= Your task =
Go through the material below, tally each line containing "Xuyên", and write the tally alone.

___ Input

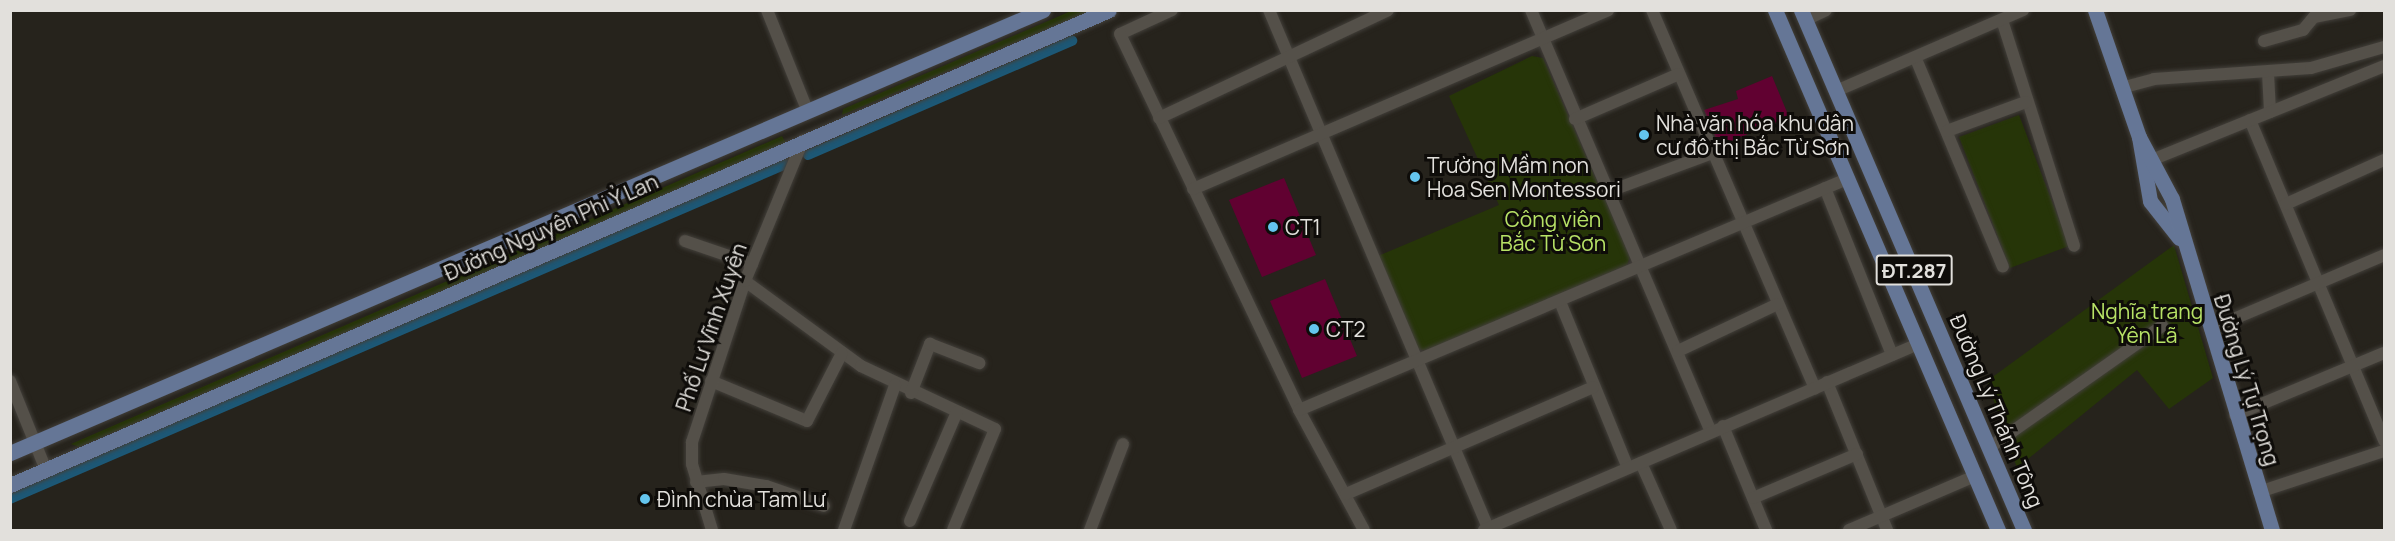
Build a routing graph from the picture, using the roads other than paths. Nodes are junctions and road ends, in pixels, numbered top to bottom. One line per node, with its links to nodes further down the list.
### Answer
1 (768, 10): 30 (street)
2 (1043, 10): 30 (main road, Đường Nguyên Phi Ỷ Lan)
3 (1109, 10): 38 (main road, Đường Nguyên Phi Ỷ Lan)
4 (1172, 10): 32 (street)
5 (1269, 10): 20 (street)
6 (1388, 10): 20 (street)
7 (1531, 10): 17 (street)
8 (1608, 10): 17 (street)
9 (1652, 10): 26 (street)
10 (1775, 10): 24 (main road, ĐT.287)
11 (1826, 10): 15 (street)
12 (2022, 10): 16 (street)
13 (2095, 10): 27 (main road, Đường Lý Tự Trọng)
14 (2350, 10): 18 (street)
15 (1803, 15): 21 (main road, Đường Lý Thánh Tông / ĐT.287)
16 (2002, 20): 22 (street); 29 (street)
17 (1543, 39): 33 (street); 36 (street)
18 (2264, 41)
19 (2385, 47): 25 (street)
20 (1288, 56): 32 (street); 36 (street)
21 (1822, 58): 24 (main road); 28 (main road, Đường Lý Thánh Tông / ĐT.287)
22 (1916, 59): 28 (street); 35 (street)
23 (2385, 66): 31 (street)
24 (1800, 68): 42 (main road, ĐT.287)
25 (2268, 73): 27 (street); 31 (street)
26 (1679, 74): 33 (street); 39 (street)
27 (2121, 88): 37 (main road, Đường Lý Tự Trọng)
28 (1836, 91): 85 (main road, Đường Lý Thánh Tông / ĐT.287)
29 (2026, 102): 35 (street); 50 (street)
30 (808, 112): 38 (main road); 82 (main road, Đường Nguyên Phi Ỷ Lan)
31 (2270, 112): 34 (street)
32 (1159, 118): 44 (street)
33 (1575, 119): 45 (street)
34 (2250, 120): 40 (street); 46 (street)
35 (1947, 131): 54 (street)
36 (1322, 137): 44 (street); 66 (street)
37 (2139, 137): 40 (main road, Đường Lý Tự Trọng); 49 (main road, Đường Lý Tự Trọng)
38 (803, 141): 52 (street, Phố Lư Vĩnh Xuyên); 91 (main road, Đường Nguyên Phi Ỷ Lan)
39 (1712, 153): 45 (street); 47 (street)
40 (2154, 159): 49 (main road, Đường Lý Tự Trọng)
41 (2385, 160): 46 (street)
42 (1847, 179): 43 (street); 61 (main road, ĐT.287)
43 (1825, 188): 47 (street); 65 (street)
44 (1193, 189): 76 (street)
45 (1610, 191): 53 (street)
46 (2286, 204): 56 (street)
47 (1743, 222): 53 (street); 58 (street)
48 (685, 241): 52 (street)
49 (2182, 241): 60 (main road, Đường Lý Tự Trọng)
50 (2074, 246)
51 (2385, 255): 56 (street)
52 (752, 264): 55 (street, Phố Lư Vĩnh Xuyên)
53 (1641, 267): 57 (street); 62 (street)
54 (2003, 267)
55 (745, 281): 63 (street); 70 (street, Phố Lư Vĩnh Xuyên)
56 (2319, 283): 60 (street); 68 (street)
57 (1561, 304): 66 (street); 73 (street)
58 (1778, 304): 62 (street); 74 (street)
59 (2162, 326): 85 (street)
60 (2210, 328): 78 (main road, Đường Lý Tự Trọng)
61 (1919, 344): 65 (street); 92 (main road, ĐT.287)
62 (1678, 351): 80 (street)
63 (842, 353): 70 (street); 72 (street)
64 (2385, 353): 68 (street)
65 (1892, 355): 71 (street)
66 (1415, 361): 76 (street); 84 (street)
67 (979, 363): 75 (street)
68 (2354, 366): 78 (street); 81 (street)
69 (10, 381): 82 (street)
70 (711, 381): 93 (street, Phố Lư Vĩnh Xuyên)
71 (1827, 382): 74 (street); 88 (street)
72 (895, 385): 75 (street); 103 (street)
73 (1593, 387): 84 (street); 90 (street)
74 (1815, 388): 79 (street)
75 (911, 393): 77 (street)
76 (1299, 410): 96 (street)
77 (957, 412): 100 (street); 104 (street)
78 (2235, 415): 95 (main road, Đường Lý Tự Trọng)
79 (1723, 426): 80 (street); 97 (street)
80 (1711, 431): 89 (street)
81 (2385, 441)
82 (36, 442): 87 (main road, Đường Nguyên Phi Ỷ Lan); 91 (street)
83 (1123, 444): 105 (street)
84 (1453, 446): 96 (street); 101 (street)
85 (1989, 448): 112 (main road, Đường Lý Thánh Tông / ĐT.287)
86 (2385, 451): 95 (street)
87 (10, 453)
88 (1857, 454): 97 (street); 99 (street)
89 (1641, 463): 90 (street); 107 (street)
90 (1628, 468): 101 (street)
91 (46, 470): 94 (main road, Đường Nguyên Phi Ỷ Lan)
92 (1975, 476): 99 (street); 111 (main road, ĐT.287)
93 (696, 482): 98 (street); 102 (street, Phố Lư Vĩnh Xuyên)
94 (10, 485)
95 (2259, 492): 113 (main road, Đường Lý Tự Trọng)
96 (1346, 494): 106 (street)
97 (1753, 498): 108 (street)
98 (825, 506)
99 (1880, 516): 109 (street); 110 (street)
100 (910, 521)
101 (1487, 530)
102 (712, 531)
103 (844, 531)
104 (953, 531)
105 (1090, 531)
106 (1364, 531)
107 (1671, 531)
108 (1766, 531)
109 (1849, 531)
110 (1887, 531)
111 (1998, 531)
112 (2024, 531)
113 (2272, 531)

______

= Finished task =
5